Announcing its half-year results yesterday, the oil and gas explorer said it is in discussions with its debt provider, US-based Melody Finance, regarding a “possible extension of the terms and maturity” of its debt facility.
Under the terms of the agreement made between the two companies, Providence is required to repay the $20m facility with the proceeds of the farm-out of the Barryroe oil
and gas field. The facility is currently due to be repaid in May 2016.
***The Economic and Social Research Institute has appealed to the Government to drop its planned package of between €1.2bn and €1.5bn of tax cuts and spending increases in the upcoming budget.
In its latest quarterly economic forecast the institute said that the economy does not need further fiscal stimulus and instead called for a neutral budget.
ESRI associate research professor said that the Government should “leave well enough alone” in the budget due to the current strength of the economic recovery.
***Volkswagen has said that it will “refit” the cars affected by its cheating in US emissions tests, estimated to be as high as 11m.
The company said that it plans to keep drivers informed over the coming weeks about what sort of work may be needed on the cars. It has said that the vehicles are safe to drive.
It is estimated that as many as 80,000 Irish owners of Audis, Volkswagens, Skodas and Seats could be affected by the scandal.
***Unemployment has hit a new six year low of 9.4pc, according to new data.
The latest figures from the Central Statistics Office show that the number of workers unemployed fell by 800 during September to 205,300.
This reduced the headline unemployment rate from 9.5pc in the previous month to 9.4pc. This figure is down from 10.9pc 12 months ago.
***The Government’s planned €27bn capital expenditure programme, which will see increased spending on infrastructure such as roads, schools and housing, has been branded as “auction politics”.
Transport Minister Paschal Donohoe yesterday denied that the Coalition is spending the money of future governments in an attempt to win voters over as a slew of projects were announced, including a long-mooted rail link to Dublin airport.
However Renua leader Lucinda Creighton accused the Government of dangling projects in front of the electorate while employers group Ibec said that the plan lacked ambition and scale.
***Skills shortages are driving up wages and harming Ireland’s economic recovery, a leading recruitment company has warned.
Hays Recruitment said that employers in Ireland are “facing a serious problem in matching available candidates with unfilled jobs”.
It added: “The Irish economy emerged as the third-fastest growing of the 31 countries surveyed, however urgent skills shortages may put this economic recovery at risk.”
***Almost 900,000 people are expected to rely on the €230 per week State pension as their only source of income in the coming decades, according to a new report.

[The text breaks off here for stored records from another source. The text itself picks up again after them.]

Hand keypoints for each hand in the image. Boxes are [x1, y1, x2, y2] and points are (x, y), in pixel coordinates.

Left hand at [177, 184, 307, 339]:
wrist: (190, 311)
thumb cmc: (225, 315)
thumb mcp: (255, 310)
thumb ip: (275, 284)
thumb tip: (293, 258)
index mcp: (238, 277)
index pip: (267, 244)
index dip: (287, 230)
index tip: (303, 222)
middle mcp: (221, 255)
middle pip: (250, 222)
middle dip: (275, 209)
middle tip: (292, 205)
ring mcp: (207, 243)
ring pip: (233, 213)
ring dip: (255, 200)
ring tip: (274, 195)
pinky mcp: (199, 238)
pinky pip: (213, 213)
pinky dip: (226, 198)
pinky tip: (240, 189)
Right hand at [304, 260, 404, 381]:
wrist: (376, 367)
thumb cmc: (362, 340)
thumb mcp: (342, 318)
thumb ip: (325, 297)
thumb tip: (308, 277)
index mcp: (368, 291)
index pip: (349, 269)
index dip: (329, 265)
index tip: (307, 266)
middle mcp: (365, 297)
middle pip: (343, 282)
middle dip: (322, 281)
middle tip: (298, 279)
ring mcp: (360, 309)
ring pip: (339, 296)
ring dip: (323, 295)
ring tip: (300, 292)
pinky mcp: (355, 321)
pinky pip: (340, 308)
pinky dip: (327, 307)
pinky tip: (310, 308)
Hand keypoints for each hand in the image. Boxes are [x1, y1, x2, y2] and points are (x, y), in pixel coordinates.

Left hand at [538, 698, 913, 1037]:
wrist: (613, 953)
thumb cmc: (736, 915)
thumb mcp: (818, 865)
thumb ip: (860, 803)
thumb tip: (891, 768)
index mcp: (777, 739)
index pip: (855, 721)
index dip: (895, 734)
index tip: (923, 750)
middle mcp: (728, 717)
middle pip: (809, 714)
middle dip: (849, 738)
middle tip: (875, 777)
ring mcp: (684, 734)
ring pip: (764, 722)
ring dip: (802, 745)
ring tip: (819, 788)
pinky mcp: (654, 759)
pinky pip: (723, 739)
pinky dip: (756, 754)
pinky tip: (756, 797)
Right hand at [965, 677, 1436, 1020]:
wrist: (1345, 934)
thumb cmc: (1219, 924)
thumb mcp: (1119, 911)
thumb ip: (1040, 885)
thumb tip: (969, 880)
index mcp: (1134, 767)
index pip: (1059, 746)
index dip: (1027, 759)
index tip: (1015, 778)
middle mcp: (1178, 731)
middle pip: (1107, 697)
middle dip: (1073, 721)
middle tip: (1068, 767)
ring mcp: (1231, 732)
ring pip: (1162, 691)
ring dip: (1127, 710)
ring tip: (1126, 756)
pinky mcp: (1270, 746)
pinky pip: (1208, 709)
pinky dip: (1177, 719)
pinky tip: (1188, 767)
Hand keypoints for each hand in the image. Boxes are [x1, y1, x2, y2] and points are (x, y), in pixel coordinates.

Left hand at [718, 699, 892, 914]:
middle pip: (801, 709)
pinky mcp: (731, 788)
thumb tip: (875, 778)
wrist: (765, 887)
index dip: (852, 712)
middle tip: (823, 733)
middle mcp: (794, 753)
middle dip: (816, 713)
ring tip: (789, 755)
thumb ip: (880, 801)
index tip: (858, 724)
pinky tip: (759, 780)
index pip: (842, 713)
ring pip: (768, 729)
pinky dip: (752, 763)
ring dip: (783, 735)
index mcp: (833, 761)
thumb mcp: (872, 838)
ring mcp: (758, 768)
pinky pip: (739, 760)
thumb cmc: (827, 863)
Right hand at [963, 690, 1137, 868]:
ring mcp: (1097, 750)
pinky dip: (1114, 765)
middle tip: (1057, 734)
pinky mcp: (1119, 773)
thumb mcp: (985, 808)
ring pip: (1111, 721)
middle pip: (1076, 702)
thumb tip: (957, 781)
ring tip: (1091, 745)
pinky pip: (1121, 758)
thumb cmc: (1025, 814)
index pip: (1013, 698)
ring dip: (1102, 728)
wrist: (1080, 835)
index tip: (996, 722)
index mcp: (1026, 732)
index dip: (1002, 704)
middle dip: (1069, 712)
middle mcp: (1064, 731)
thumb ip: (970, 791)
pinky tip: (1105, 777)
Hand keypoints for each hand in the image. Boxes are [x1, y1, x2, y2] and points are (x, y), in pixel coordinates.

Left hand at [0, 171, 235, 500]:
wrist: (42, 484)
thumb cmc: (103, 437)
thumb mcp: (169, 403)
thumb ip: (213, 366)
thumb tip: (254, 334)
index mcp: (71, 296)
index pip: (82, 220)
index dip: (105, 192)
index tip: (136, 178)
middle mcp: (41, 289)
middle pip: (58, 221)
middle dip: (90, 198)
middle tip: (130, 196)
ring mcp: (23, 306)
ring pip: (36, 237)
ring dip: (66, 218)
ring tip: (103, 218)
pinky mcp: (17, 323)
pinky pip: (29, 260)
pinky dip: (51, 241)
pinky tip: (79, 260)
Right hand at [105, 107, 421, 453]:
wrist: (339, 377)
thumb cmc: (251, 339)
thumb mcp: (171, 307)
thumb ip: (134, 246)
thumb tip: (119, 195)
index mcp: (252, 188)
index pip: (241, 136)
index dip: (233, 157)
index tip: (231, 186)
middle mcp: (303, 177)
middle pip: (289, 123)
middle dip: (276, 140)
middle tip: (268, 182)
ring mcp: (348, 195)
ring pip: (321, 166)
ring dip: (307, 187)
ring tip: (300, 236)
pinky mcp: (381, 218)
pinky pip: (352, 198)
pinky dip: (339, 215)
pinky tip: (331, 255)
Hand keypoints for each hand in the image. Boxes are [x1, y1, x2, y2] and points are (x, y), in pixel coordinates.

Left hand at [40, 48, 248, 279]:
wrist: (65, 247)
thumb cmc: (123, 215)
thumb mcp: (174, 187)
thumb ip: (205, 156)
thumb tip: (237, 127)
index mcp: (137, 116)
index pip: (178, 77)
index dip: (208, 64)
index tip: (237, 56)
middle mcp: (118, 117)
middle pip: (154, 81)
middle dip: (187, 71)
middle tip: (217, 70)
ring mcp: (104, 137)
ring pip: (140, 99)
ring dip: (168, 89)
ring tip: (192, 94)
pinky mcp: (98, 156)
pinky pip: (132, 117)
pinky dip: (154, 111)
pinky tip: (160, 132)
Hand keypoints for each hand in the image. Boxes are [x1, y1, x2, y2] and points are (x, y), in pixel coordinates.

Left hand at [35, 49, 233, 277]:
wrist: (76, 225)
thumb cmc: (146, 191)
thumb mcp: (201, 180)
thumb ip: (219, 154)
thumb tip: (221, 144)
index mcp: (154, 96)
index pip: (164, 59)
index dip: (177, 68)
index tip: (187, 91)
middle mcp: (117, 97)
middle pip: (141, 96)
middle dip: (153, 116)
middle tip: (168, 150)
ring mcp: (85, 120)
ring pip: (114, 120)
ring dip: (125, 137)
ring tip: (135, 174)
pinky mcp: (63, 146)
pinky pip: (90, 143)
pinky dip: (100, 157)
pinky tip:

The Friends First 2015 Pension Fund Index found that 75pc of respondents are not confident that they will have enough income when they retire.
Friends First pensions and investments director Simon Hoffman said: “The postponement of financial planning is still a concern. We have an aging population and the number set to rely on the State pension as their sole retirement [income] is to be around the 890,000 mark”.